# WHAT THIS TASK INVOLVES
From the entries below, transcribe exactly the lines between the line holding "thumb ip: (921, 766)" and the line holding "middle pip: (1325, 613)", inclusive; skip all other lines.

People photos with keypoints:
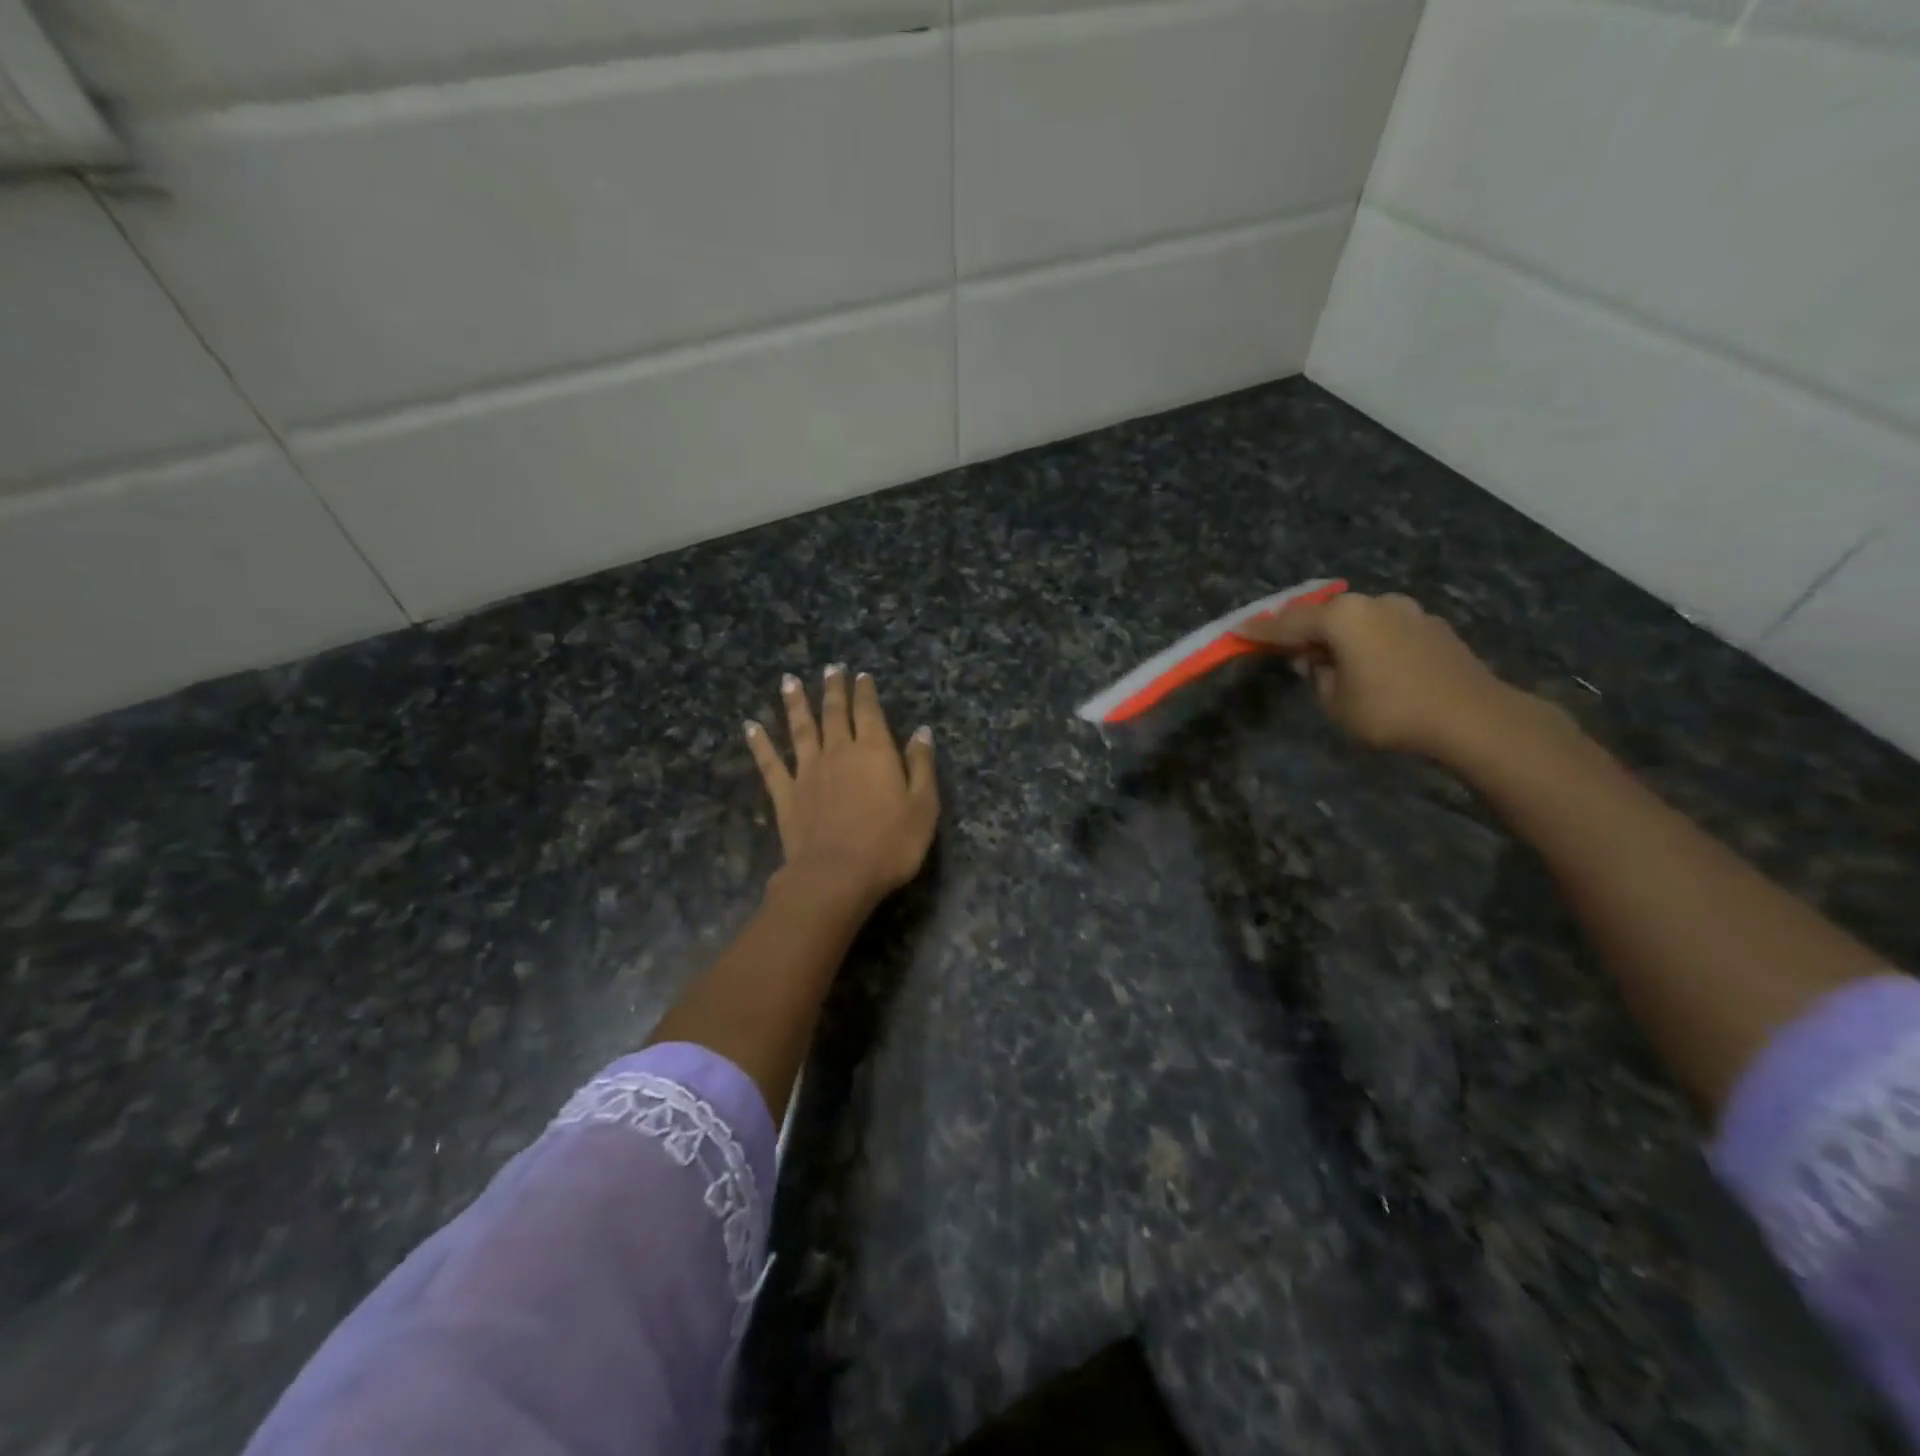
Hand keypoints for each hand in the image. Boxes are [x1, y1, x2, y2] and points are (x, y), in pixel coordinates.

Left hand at [745, 665, 939, 914]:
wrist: (836, 876)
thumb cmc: (889, 844)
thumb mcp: (923, 806)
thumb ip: (921, 766)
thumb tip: (921, 732)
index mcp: (874, 751)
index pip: (869, 712)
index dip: (865, 692)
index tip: (861, 675)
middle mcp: (838, 752)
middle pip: (834, 713)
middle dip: (833, 689)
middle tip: (830, 668)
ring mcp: (807, 772)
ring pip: (800, 729)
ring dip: (795, 704)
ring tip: (789, 681)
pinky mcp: (786, 794)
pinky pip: (770, 763)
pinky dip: (760, 744)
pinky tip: (750, 727)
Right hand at [1239, 591, 1531, 762]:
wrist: (1474, 718)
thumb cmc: (1391, 711)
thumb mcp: (1336, 702)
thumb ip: (1318, 676)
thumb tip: (1316, 661)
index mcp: (1343, 616)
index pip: (1289, 623)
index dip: (1261, 630)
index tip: (1238, 630)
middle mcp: (1374, 603)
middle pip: (1325, 613)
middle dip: (1304, 629)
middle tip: (1285, 646)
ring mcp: (1408, 611)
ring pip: (1358, 619)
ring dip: (1340, 635)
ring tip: (1329, 659)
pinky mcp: (1432, 626)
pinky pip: (1385, 629)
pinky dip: (1368, 641)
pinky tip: (1369, 663)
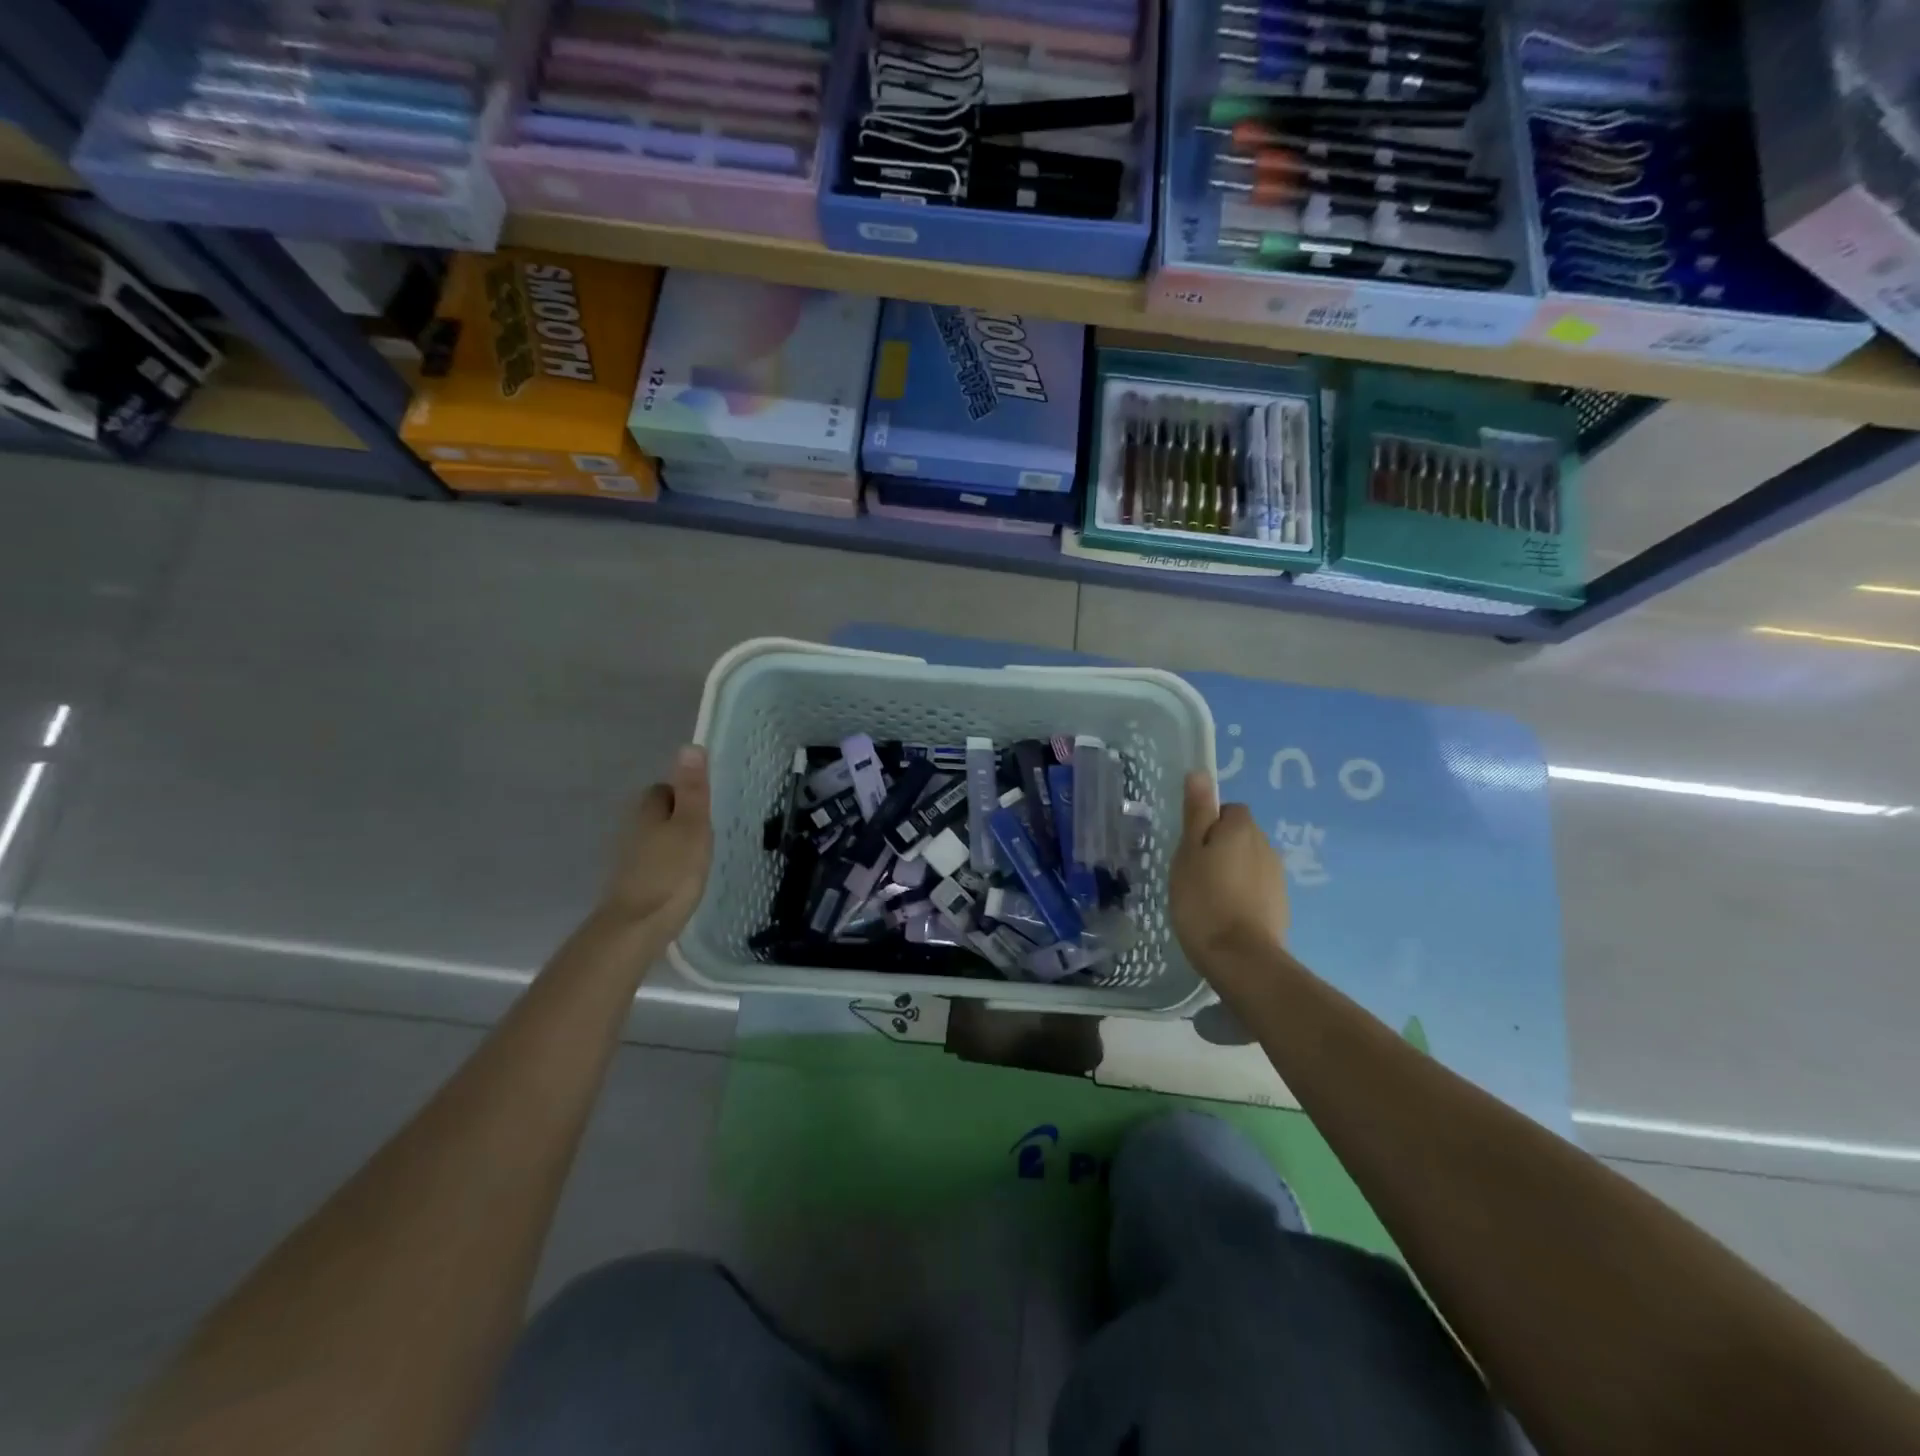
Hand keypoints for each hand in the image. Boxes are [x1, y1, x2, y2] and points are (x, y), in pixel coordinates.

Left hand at [598, 746, 712, 936]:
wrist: (636, 927)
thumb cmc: (672, 873)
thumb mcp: (692, 826)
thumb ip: (693, 790)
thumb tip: (689, 746)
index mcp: (649, 812)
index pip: (663, 789)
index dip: (683, 793)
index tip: (704, 807)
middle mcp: (632, 831)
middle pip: (656, 814)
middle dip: (677, 818)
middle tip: (705, 832)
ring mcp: (628, 861)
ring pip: (653, 840)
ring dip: (671, 844)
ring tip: (697, 858)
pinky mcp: (630, 886)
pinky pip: (652, 865)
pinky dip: (665, 868)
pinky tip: (680, 882)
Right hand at [1170, 770, 1289, 993]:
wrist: (1241, 958)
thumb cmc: (1204, 899)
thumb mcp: (1188, 852)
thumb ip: (1197, 813)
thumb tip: (1200, 773)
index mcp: (1242, 828)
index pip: (1228, 809)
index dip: (1207, 824)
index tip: (1190, 847)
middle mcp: (1266, 845)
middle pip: (1240, 834)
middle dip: (1220, 846)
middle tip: (1193, 872)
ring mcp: (1277, 877)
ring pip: (1249, 861)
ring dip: (1232, 871)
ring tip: (1207, 896)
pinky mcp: (1280, 905)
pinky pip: (1257, 887)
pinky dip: (1242, 894)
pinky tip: (1224, 914)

# EXERCISE ANSWER
thumb ip: (921, 766)
thumb tip: (921, 732)
index mcp: (874, 751)
index pip: (869, 712)
index dip: (865, 692)
index tip: (861, 675)
middle mcp: (838, 752)
middle pip: (834, 713)
middle dip: (833, 689)
middle tip: (830, 668)
ring mcp: (807, 772)
ring pip: (800, 729)
ring dip: (795, 704)
ring tip: (789, 681)
pinky mcp: (786, 794)
pinky pip: (770, 763)
pinky dip: (760, 744)
pinky tip: (750, 727)
Right hand at [1239, 591, 1531, 762]:
wrist: (1474, 718)
thumb cmc: (1391, 711)
thumb mcp: (1336, 702)
thumb ip: (1318, 676)
thumb tip: (1316, 661)
index mcp: (1343, 616)
index pip: (1289, 623)
index dip: (1261, 630)
index tip: (1238, 630)
middle mcp: (1374, 603)
middle pip: (1325, 613)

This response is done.